Another emotionally appealing bond proposition is Proposition 2, which would provide money for student college loans. Again, voters should stop and think before going with the automatic “FOR” reflex. Student loans are already available from many sources, including the federal government. Indeed so many loans are available that the supply/demand curve in higher education has been thrown off.

Tuition rates have skyrocketed in part because one factor that should control these rates—the affordability of education—has been compromised by the ease with which students can obtain loans. No matter how high the cost of education, students can borrow enough to pay the bill. In no other area can so much be borrowed, practically at will. Schools thus have little incentive to keep prices reasonable. Making more government loans accessible would undermine the supply/demand curve even more. Must Texans go into debt over this?The final bond propositions on the ballot would pay for various repairs, maintenance projects, highway improvements, and developments in distressed communities (Props 4, 12, and 16). These propositions at least arguably fall into the realm in which the government may appropriately act. Unfortunately, the propositions are too vague regarding the intended uses for the funds. Taxpayers deserve to know, specifically, what the government intends to do with their money.
Bond proposals should not operate like blank checks. And one continues to wonder why so much debt is being accumulated when the state has a surplus. The legislature should at least consider whether the surplus can finance these projects. Americans for Prosperity has suggested financing any cost over and above the surplus by redirecting a portion of the gasoline tax. Moreover, the Texas Department of Transportation can still issue up to $3 billion in bonds from a referendum passed in 2003. These funds should be used before taxpayers are asked to authorize still more debt.Voters these days like to complain that federal and state governments are spending too much money. And they may sympathize with Kucinich’s observation that the vast amount of spending has not greatly benefited taxpayers. November 6 is a chance to hold the line on at least a little governmental spending, if voters choose to take advantage of the opportunity.

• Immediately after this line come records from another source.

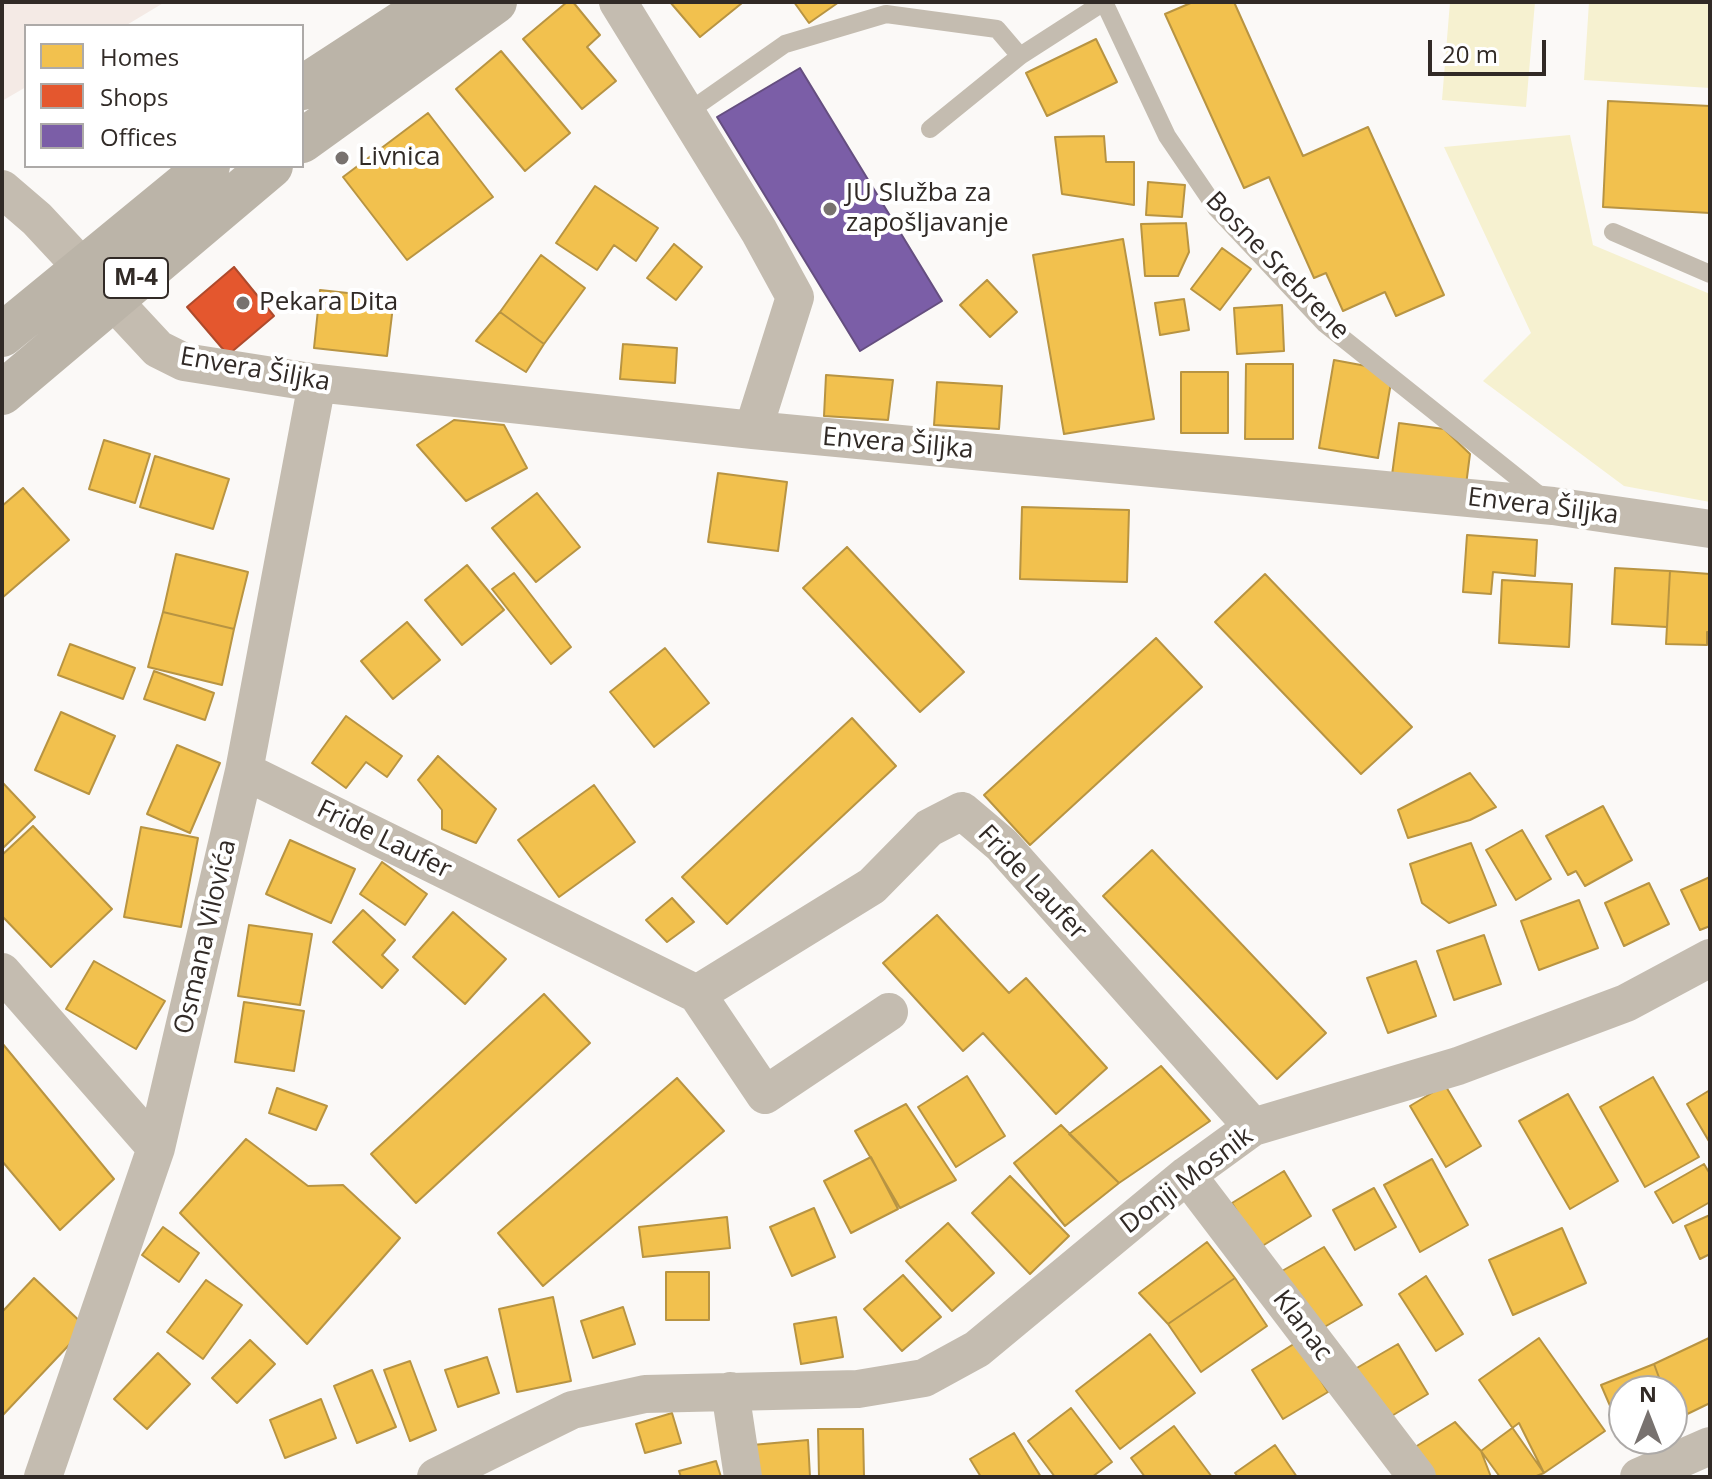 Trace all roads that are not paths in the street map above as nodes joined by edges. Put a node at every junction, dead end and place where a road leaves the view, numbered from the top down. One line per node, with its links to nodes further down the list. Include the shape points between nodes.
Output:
1 (434, 2): 6 (main road)
2 (495, 2): 9 (main road)
3 (618, 2): 7 (street)
4 (1104, 2): 5 (lane, Bosne Srebrene); 20 (lane, Bosne Srebrene, via 1167,136 1216,208 1325,324)
5 (1020, 56): 7 (lane, via 997,29 886,14 785,44); 8 (lane, Bosne Srebrene)
6 (304, 87)
7 (685, 114): 19 (street, via 795,297)
8 (930, 129)
9 (304, 140)
10 (206, 168): 15 (main road, M-4)
11 (268, 168): 15 (main road, M-4)
12 (2, 189): 15 (street, Envera Šiljka)
13 (1613, 232): 14 (lane)
14 (1710, 274)
15 (98, 283): 16 (main road, M-4); 17 (street, Envera Šiljka, via 158,349 184,362); 18 (main road, M-4)
16 (2, 335)
17 (317, 383): 19 (street, Envera Šiljka); 22 (street, Osmana Vilovića)
18 (2, 393)
19 (753, 430): 20 (street, Envera Šiljka)
20 (1553, 506): 21 (street, Envera Šiljka)
21 (1710, 529)
22 (244, 771): 25 (street, Fride Laufer); 28 (street, Osmana Vilovića)
23 (1710, 958): 27 (street, Donji Mosnik, via 1626,1003 1458,1066)
24 (2, 972): 28 (street)
25 (697, 994): 26 (street, Fride Laufer, via 765,1095); 27 (street, Fride Laufer, via 872,886 929,828 962,811 1002,845)
26 (889, 1012)
27 (1253, 1127): 29 (street, Donji Mosnik)
28 (156, 1148): 32 (street, Osmana Vilovića)
29 (1187, 1175): 30 (street, Donji Mosnik, via 977,1349 924,1378 858,1389); 35 (street, Klanac)
30 (730, 1391): 33 (street, Donji Mosnik, via 645,1394 572,1410); 34 (street)
31 (1710, 1446): 36 (street)
32 (43, 1477)
33 (436, 1477)
34 (743, 1477)
35 (1417, 1477)
36 (1639, 1477)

2 Replies to “Say "No" to more bond debt for wasteful spending…No on Prop 12”

  1. Dan Jasinski

    Incumbent politicians have been abdicating their fiscal responsibilities far too long. It’s time for citizens to restore accountability for governmental financing among our elected representatives. I voted early and NO on all bond proposals, particularly against Proposition 12 and our rouge agency TxDOT, a weapon being exploited by self-serving politicians and special interests against the common good and will of the vast majority of constituents!

  2. John P. Bobo

    Thanks for the insight into the bond ;program. I’m afraid that I ahve been one of those “auto fors”, but based on your evaluation, I’m going to vote “no” on all of the bond proposals. The American public is being raped at every turn … from bonds to gasoline … and there isn’t a politician running that has the gumption to do anything about it.